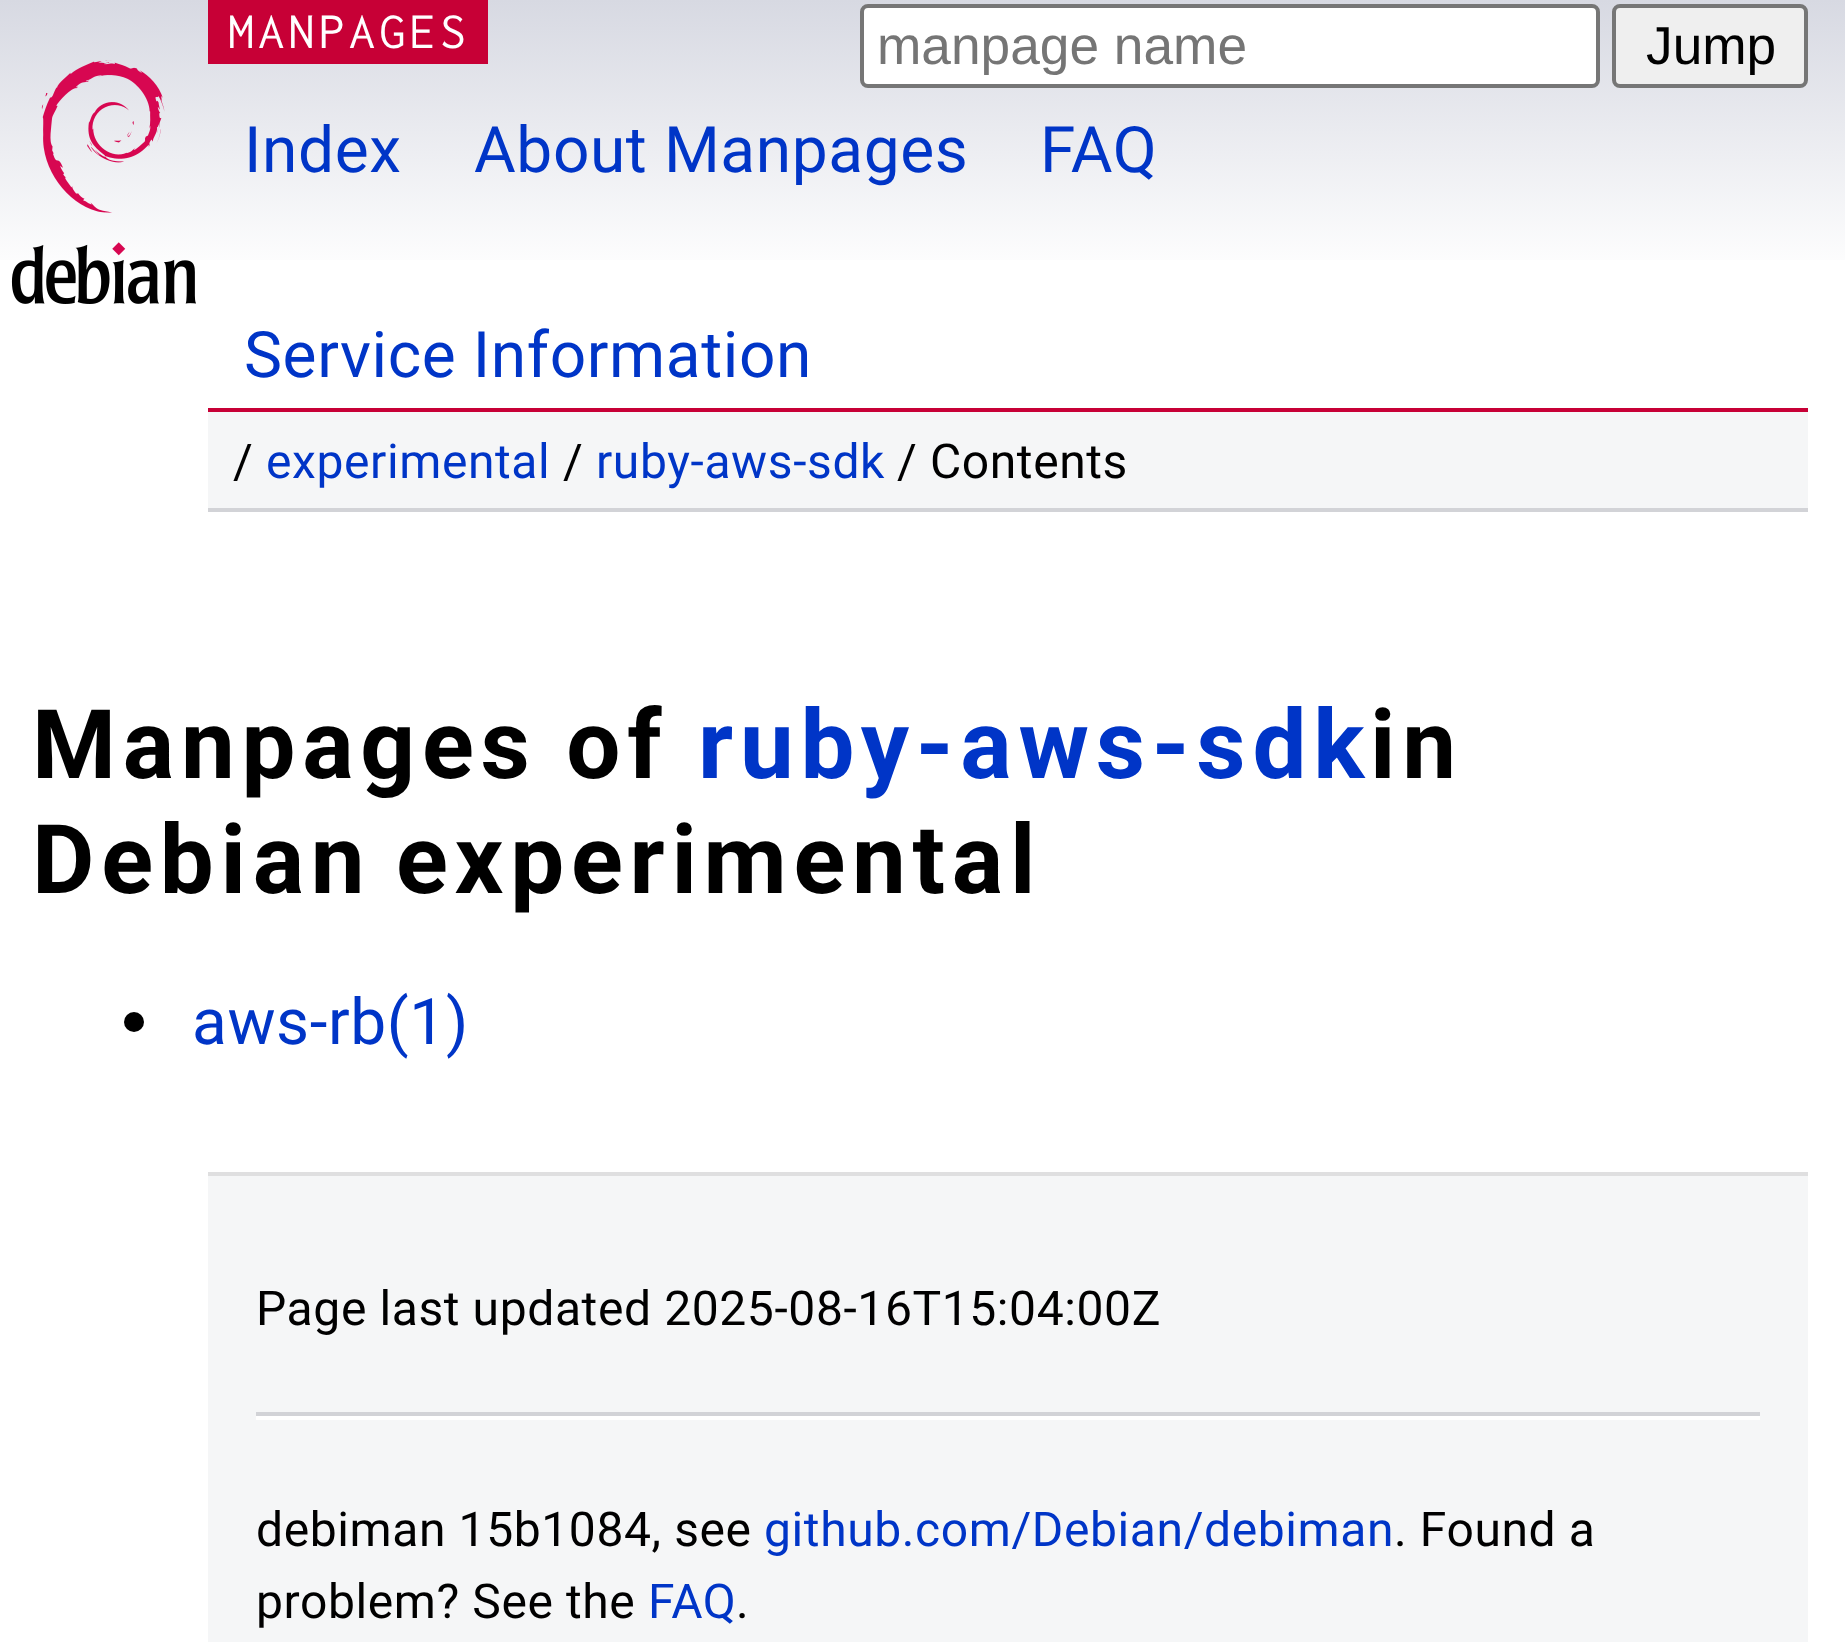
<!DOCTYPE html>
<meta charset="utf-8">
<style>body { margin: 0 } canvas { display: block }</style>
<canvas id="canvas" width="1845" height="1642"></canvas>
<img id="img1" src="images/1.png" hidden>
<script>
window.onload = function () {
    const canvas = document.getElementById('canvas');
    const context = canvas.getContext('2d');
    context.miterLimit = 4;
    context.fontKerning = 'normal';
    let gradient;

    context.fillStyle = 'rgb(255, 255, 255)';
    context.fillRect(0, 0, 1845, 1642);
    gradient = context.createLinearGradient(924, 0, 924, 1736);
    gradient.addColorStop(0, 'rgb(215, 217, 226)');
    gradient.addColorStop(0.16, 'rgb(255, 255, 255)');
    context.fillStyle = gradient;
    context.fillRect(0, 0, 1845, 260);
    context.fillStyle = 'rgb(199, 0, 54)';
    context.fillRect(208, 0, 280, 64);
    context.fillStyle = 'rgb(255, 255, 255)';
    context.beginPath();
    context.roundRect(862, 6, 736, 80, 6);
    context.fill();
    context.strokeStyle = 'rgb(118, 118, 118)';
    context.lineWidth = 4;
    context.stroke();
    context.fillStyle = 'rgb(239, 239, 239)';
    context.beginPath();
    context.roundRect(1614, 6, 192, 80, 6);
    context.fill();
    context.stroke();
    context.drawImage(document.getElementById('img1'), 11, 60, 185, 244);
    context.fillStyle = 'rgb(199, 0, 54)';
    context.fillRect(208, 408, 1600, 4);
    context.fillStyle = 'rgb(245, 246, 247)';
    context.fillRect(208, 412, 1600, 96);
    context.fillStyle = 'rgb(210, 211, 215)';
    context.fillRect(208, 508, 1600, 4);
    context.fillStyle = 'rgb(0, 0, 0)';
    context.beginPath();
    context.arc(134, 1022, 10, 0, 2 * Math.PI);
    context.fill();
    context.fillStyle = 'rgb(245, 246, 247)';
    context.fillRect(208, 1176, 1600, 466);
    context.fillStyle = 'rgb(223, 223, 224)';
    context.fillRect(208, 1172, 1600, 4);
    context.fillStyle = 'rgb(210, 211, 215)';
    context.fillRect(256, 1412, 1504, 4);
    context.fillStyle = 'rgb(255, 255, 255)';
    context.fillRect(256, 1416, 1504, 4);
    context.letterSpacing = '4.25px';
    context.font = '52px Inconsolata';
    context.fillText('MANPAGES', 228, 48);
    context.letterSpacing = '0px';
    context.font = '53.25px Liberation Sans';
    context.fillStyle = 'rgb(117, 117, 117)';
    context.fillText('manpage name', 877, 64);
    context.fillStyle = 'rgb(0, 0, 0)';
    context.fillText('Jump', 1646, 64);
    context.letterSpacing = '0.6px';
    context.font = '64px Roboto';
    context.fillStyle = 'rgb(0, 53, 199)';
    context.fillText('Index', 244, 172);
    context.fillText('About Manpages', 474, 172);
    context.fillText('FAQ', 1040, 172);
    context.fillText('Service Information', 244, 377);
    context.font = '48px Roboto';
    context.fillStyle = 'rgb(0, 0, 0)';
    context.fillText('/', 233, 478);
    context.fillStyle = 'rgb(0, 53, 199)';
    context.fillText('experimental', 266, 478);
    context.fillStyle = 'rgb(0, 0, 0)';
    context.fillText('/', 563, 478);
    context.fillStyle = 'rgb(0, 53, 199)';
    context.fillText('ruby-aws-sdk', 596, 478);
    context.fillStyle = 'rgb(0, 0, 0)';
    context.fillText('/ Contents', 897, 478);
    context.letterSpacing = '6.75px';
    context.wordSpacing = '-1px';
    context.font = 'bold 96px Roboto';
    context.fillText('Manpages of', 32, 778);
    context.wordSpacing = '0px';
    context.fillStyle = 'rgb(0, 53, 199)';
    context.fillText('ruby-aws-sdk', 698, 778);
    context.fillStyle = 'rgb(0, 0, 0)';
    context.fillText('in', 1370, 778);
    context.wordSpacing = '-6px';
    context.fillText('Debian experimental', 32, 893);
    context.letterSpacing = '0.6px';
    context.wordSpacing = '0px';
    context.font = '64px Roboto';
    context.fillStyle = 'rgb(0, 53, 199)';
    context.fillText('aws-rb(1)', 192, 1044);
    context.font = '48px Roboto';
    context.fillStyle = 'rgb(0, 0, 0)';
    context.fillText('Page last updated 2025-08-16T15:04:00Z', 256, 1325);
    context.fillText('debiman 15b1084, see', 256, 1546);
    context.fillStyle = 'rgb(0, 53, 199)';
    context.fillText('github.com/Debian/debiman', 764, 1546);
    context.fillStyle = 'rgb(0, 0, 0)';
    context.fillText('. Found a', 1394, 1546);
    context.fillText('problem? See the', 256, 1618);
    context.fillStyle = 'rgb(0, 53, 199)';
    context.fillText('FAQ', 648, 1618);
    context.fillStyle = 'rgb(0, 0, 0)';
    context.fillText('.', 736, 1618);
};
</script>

Instructions to follow –
From the entries above, give again exactly the lines running from the line with "context.font = '52px Inconsolata';" to the line with "context.fillText('manpage name', 877, 64);"; include both of those lines.

Solved exercise –
    context.font = '52px Inconsolata';
    context.fillText('MANPAGES', 228, 48);
    context.letterSpacing = '0px';
    context.font = '53.25px Liberation Sans';
    context.fillStyle = 'rgb(117, 117, 117)';
    context.fillText('manpage name', 877, 64);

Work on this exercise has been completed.